Perrin was hired to get the job done. In those days, he says, “there were no commercial software programs for computational analysis. We hired mathematicians and statisticians to develop custom software to analyze gene expression data.”
Eventually, Hoechst Marion Roussel merged with other companies and ended up employing 90,000 people at 27 sites around the world, and Perrin was spending a great deal of time traveling. At the same time, he felt his career was becoming too focused on technology alone, and he wanted to get back to integrating it with biology.
In 2000, he left and joined Biogen, another Cambridge, Mass., firm. “They had only 3,000 people, all in Cambridge. They didn’t yet have gene expression profiling in 2000, so I had to set it up from scratch. But by this time the technologies were more mature, and we did it much more quickly.”
A three-pronged approach
At the TDI, Perrin plans to use genetics, the analysis of genetic variance; genomics, the analysis of gene expression; and proteomics, the analysis of protein levels and functions, to sort out the ALS disease process.

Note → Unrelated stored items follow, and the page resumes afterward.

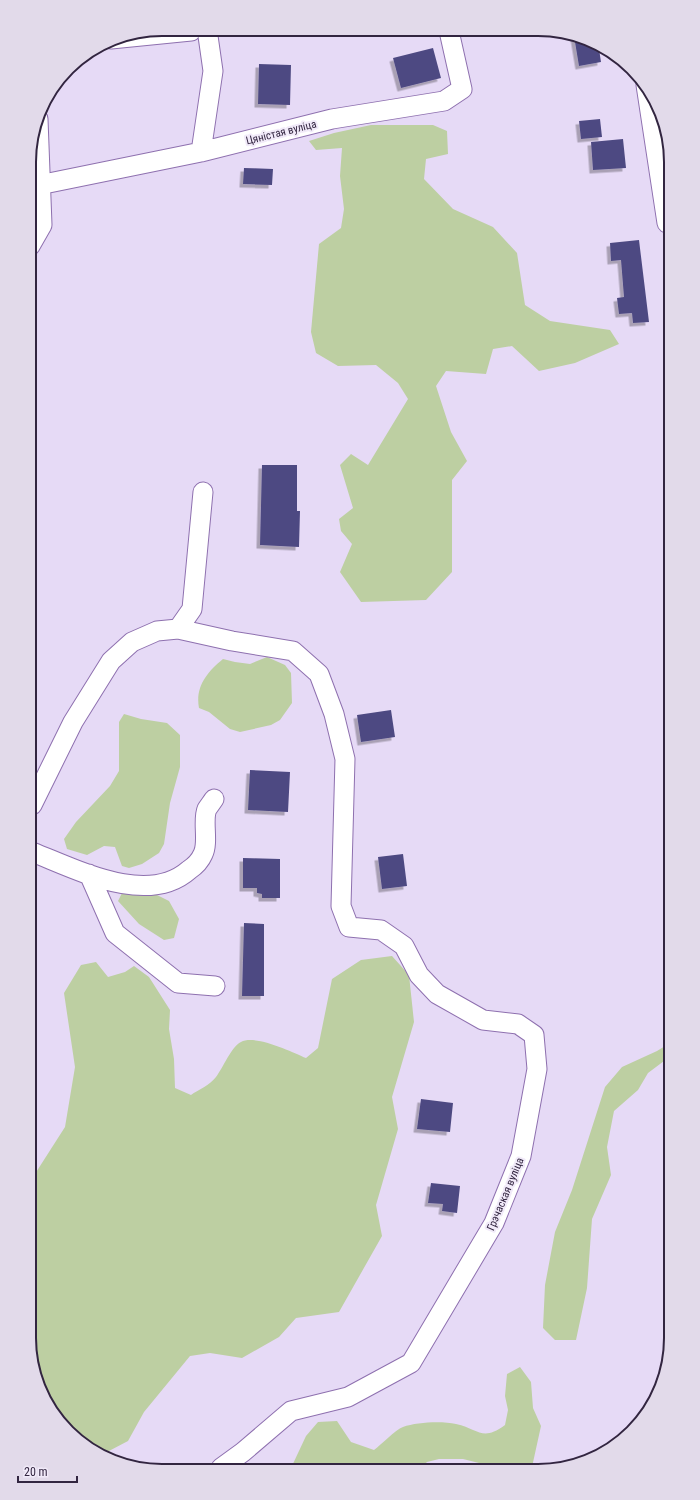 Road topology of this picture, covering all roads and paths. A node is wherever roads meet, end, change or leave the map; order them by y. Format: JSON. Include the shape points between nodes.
{"nodes":[{"id":1,"x":208,"y":36,"type":"edge"},
{"id":2,"x":450,"y":36,"type":"edge"},
{"id":3,"x":648,"y":101,"type":"edge"},
{"id":4,"x":39,"y":137,"type":"edge"},
{"id":5,"x":201,"y":152,"type":"junction"},
{"id":6,"x":40,"y":185,"type":"junction"},
{"id":7,"x":664,"y":210,"type":"edge"},
{"id":8,"x":36,"y":236,"type":"edge"},
{"id":9,"x":203,"y":492,"type":"dead end"},
{"id":10,"x":178,"y":629,"type":"junction"},
{"id":11,"x":36,"y":797,"type":"edge"},
{"id":12,"x":214,"y":799,"type":"dead end"},
{"id":13,"x":36,"y":854,"type":"edge"},
{"id":14,"x":89,"y":874,"type":"junction"},
{"id":15,"x":215,"y":986,"type":"dead end"},
{"id":16,"x":226,"y":1464,"type":"edge"}],
"edges":[{"from":1,"to":5,"type":"street","via":[[213,71]]},
{"from":2,"to":5,"type":"street","name":"Цяністая вуліца","via":[[462,89],[444,101],[332,119]]},
{"from":3,"to":7,"type":"street"},
{"from":4,"to":6,"type":"street"},
{"from":5,"to":6,"type":"street","name":"Цяністая вуліца"},
{"from":6,"to":8,"type":"street","via":[[42,225]]},
{"from":9,"to":10,"type":"street","via":[[192,609]]},
{"from":10,"to":11,"type":"street","via":[[157,631],[132,642],[111,661],[73,722]]},
{"from":10,"to":16,"type":"street","name":"Грэчаская вуліца","via":[[293,651],[319,674],[334,714],[345,759],[341,906],[349,927],[381,930],[404,946],[419,976],[437,994],[483,1020],[518,1024],[534,1035],[537,1069],[521,1156],[494,1223],[411,1363],[348,1397],[290,1411]]},
{"from":12,"to":14,"type":"street","via":[[207,810],[204,853],[181,878],[161,885],[138,886],[117,883]]},
{"from":13,"to":14,"type":"street"},
{"from":14,"to":15,"type":"street","via":[[114,933],[178,983]]}]}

His team will examine tissue samples from ALS patients and multiple mouse models of neurodegeneration, moving beyond the commonly studied SOD1 G93A mouse, which has a specific ALS-causing mutation in the SOD1 gene. A very small percentage of human patients have this familial form of ALS.
A unified ALS hypothesis
Perrin says he has a hypothesis about ALS that originates with the SOD1 mutant mouse model but that he believes doesn’t end there.
“I think mutant SOD1 ends up being a sticky protein that gloms onto structures in the cell, such as mitochondria, the endoplasmic reticulum and the axonal transport machinery,” he says, referring to parts of nerve cells that produce energy and move compounds from one point to another.
“My hypothesis is that it’s the same for sporadic [nonfamilial] ALS. A sticky protein makes cells unhappy; the cell doesn’t know what to do; microglia [cells of the immune system] get activated; and motor neurons die.
The question is, for sporadic ALS, what’s the protein? And, do you have to understand the mutated proteins, or is there a strategy to help motor neurons deal with sticky or misfolded proteins by regulating some other pathway?”
Perrin, of course, hopes there is.
“This is the first time that we’re taking an unbiased, comprehensive approach to ALS disease biology,” he says. “We’ll tackle it on a scale that hasn’t been described for ALS, or for any disease.”